--- Source information ---

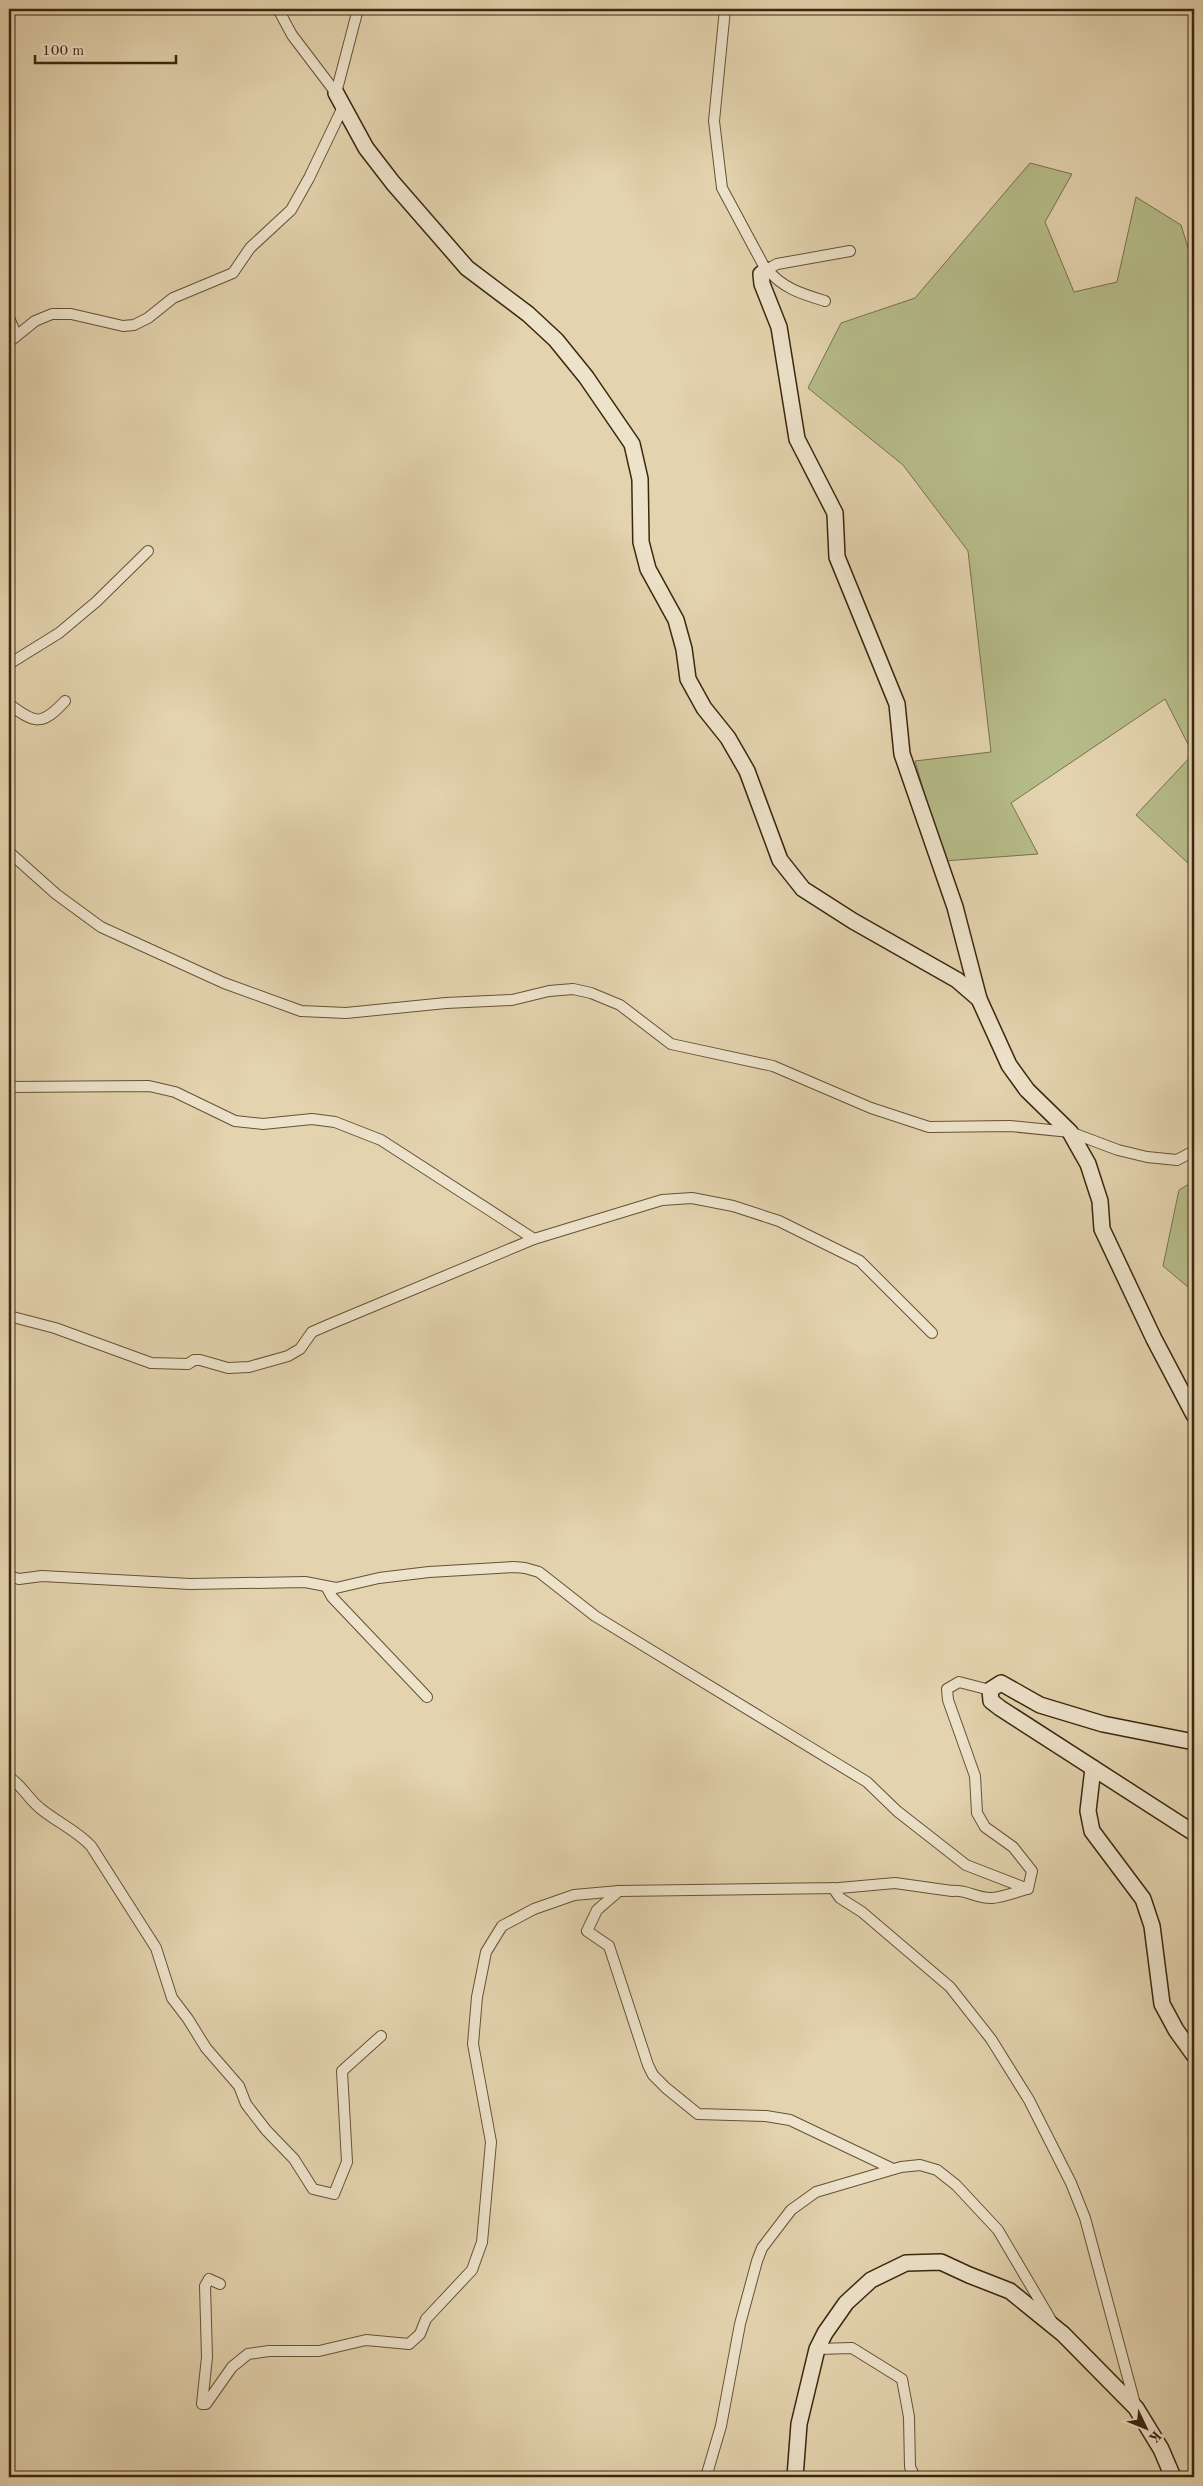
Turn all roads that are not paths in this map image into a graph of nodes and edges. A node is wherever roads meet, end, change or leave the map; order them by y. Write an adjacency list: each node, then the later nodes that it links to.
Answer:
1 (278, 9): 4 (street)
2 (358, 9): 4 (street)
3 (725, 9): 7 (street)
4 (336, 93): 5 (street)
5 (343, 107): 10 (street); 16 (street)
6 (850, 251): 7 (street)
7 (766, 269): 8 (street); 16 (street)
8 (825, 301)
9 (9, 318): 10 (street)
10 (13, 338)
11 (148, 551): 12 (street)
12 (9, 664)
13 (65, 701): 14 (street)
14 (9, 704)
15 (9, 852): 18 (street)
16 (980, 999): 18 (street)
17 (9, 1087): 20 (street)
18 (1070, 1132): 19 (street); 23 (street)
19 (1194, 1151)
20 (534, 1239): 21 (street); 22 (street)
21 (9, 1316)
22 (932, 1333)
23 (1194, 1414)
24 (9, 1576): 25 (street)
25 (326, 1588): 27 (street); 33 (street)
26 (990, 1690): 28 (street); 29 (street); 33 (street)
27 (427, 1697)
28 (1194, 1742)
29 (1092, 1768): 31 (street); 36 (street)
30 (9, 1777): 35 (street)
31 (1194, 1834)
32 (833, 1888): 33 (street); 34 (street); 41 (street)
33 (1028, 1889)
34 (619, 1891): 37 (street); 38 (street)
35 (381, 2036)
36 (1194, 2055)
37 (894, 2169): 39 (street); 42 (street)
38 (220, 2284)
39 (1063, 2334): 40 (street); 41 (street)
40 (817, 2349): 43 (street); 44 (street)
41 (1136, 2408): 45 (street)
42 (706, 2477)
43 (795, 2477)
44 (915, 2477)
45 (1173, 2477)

---

# Directions for this task
Quote all of the entries word for word, omitting any pictures.

# Reply
Turn all roads that are not paths in this map image into a graph of nodes and edges. A node is wherever roads meet, end, change or leave the map; order them by y. Write an adjacency list: each node, then the later nodes that it links to.
Answer:
1 (278, 9): 4 (street)
2 (358, 9): 4 (street)
3 (725, 9): 7 (street)
4 (336, 93): 5 (street)
5 (343, 107): 10 (street); 16 (street)
6 (850, 251): 7 (street)
7 (766, 269): 8 (street); 16 (street)
8 (825, 301)
9 (9, 318): 10 (street)
10 (13, 338)
11 (148, 551): 12 (street)
12 (9, 664)
13 (65, 701): 14 (street)
14 (9, 704)
15 (9, 852): 18 (street)
16 (980, 999): 18 (street)
17 (9, 1087): 20 (street)
18 (1070, 1132): 19 (street); 23 (street)
19 (1194, 1151)
20 (534, 1239): 21 (street); 22 (street)
21 (9, 1316)
22 (932, 1333)
23 (1194, 1414)
24 (9, 1576): 25 (street)
25 (326, 1588): 27 (street); 33 (street)
26 (990, 1690): 28 (street); 29 (street); 33 (street)
27 (427, 1697)
28 (1194, 1742)
29 (1092, 1768): 31 (street); 36 (street)
30 (9, 1777): 35 (street)
31 (1194, 1834)
32 (833, 1888): 33 (street); 34 (street); 41 (street)
33 (1028, 1889)
34 (619, 1891): 37 (street); 38 (street)
35 (381, 2036)
36 (1194, 2055)
37 (894, 2169): 39 (street); 42 (street)
38 (220, 2284)
39 (1063, 2334): 40 (street); 41 (street)
40 (817, 2349): 43 (street); 44 (street)
41 (1136, 2408): 45 (street)
42 (706, 2477)
43 (795, 2477)
44 (915, 2477)
45 (1173, 2477)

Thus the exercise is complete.